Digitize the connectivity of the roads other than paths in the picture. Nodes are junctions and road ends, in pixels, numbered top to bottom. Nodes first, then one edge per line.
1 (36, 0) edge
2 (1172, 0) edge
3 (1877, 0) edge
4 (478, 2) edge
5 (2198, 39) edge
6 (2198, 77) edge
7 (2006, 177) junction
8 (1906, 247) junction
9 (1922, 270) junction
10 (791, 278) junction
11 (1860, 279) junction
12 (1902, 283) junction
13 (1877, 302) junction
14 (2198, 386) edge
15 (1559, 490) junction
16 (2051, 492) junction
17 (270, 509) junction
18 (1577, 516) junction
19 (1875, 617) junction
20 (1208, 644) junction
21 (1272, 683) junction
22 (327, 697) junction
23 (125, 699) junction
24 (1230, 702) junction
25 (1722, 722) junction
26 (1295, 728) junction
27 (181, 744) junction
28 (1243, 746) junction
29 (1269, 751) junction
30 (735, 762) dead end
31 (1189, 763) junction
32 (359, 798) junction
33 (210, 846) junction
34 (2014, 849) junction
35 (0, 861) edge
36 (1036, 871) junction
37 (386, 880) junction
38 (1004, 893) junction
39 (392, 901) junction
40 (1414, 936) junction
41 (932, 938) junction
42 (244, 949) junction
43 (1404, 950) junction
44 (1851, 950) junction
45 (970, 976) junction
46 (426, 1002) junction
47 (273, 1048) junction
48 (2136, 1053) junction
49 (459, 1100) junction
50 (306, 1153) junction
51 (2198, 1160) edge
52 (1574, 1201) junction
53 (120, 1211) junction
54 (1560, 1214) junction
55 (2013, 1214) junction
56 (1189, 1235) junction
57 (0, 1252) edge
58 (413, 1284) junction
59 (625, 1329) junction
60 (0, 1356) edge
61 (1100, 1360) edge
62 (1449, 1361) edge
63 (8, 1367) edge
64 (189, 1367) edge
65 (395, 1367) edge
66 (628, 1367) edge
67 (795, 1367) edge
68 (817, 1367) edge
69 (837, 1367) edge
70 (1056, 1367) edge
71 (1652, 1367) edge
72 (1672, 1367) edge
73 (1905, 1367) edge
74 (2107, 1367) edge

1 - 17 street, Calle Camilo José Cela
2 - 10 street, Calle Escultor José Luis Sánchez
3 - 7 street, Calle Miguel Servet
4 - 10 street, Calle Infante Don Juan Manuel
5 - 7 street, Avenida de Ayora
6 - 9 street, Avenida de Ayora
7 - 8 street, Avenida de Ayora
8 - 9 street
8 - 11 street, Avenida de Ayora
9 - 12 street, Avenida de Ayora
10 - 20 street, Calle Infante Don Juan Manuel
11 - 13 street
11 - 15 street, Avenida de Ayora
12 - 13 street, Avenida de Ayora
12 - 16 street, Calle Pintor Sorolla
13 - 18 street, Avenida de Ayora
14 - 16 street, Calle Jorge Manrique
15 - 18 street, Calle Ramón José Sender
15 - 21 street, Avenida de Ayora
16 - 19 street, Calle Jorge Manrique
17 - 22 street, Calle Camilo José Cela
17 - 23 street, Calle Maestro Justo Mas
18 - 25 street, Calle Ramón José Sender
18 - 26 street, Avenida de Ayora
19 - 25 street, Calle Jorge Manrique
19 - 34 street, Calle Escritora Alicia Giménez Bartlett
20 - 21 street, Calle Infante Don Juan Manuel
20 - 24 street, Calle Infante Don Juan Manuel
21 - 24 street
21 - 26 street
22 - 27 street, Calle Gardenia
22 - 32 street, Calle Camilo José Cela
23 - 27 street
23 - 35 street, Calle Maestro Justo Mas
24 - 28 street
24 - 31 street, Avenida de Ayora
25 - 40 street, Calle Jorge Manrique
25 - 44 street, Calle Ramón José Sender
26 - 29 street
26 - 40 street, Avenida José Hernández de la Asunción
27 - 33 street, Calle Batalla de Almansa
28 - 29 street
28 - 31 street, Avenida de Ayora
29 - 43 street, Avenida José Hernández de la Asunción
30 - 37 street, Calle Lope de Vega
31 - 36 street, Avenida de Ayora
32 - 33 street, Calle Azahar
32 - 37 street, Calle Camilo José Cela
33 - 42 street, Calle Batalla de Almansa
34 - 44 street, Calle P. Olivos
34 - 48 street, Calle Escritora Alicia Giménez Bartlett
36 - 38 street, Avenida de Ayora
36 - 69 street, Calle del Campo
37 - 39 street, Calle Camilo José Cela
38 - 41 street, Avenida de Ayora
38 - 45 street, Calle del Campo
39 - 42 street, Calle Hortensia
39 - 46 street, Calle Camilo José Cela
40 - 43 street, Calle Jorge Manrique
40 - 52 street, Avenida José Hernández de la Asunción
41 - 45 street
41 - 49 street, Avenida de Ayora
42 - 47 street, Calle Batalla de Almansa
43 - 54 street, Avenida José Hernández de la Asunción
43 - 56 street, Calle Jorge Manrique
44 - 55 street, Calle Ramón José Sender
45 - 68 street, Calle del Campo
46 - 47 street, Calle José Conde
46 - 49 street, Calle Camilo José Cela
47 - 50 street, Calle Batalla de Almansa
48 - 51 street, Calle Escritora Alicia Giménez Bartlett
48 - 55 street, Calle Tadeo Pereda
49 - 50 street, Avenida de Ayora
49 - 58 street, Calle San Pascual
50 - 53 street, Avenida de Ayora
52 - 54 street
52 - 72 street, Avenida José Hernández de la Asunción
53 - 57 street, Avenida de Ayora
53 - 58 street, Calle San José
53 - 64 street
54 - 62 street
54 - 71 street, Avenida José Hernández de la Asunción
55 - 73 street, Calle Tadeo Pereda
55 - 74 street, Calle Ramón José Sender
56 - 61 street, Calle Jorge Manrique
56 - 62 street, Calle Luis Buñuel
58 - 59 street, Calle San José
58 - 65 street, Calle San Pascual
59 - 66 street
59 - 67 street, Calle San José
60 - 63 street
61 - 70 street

####################

- Exercise requirements -
If a line of the material contains the word "Giménez", pick it out and copy it.

- Solution for this problem -
19 - 34 street, Calle Escritora Alicia Giménez Bartlett
34 - 48 street, Calle Escritora Alicia Giménez Bartlett
48 - 51 street, Calle Escritora Alicia Giménez Bartlett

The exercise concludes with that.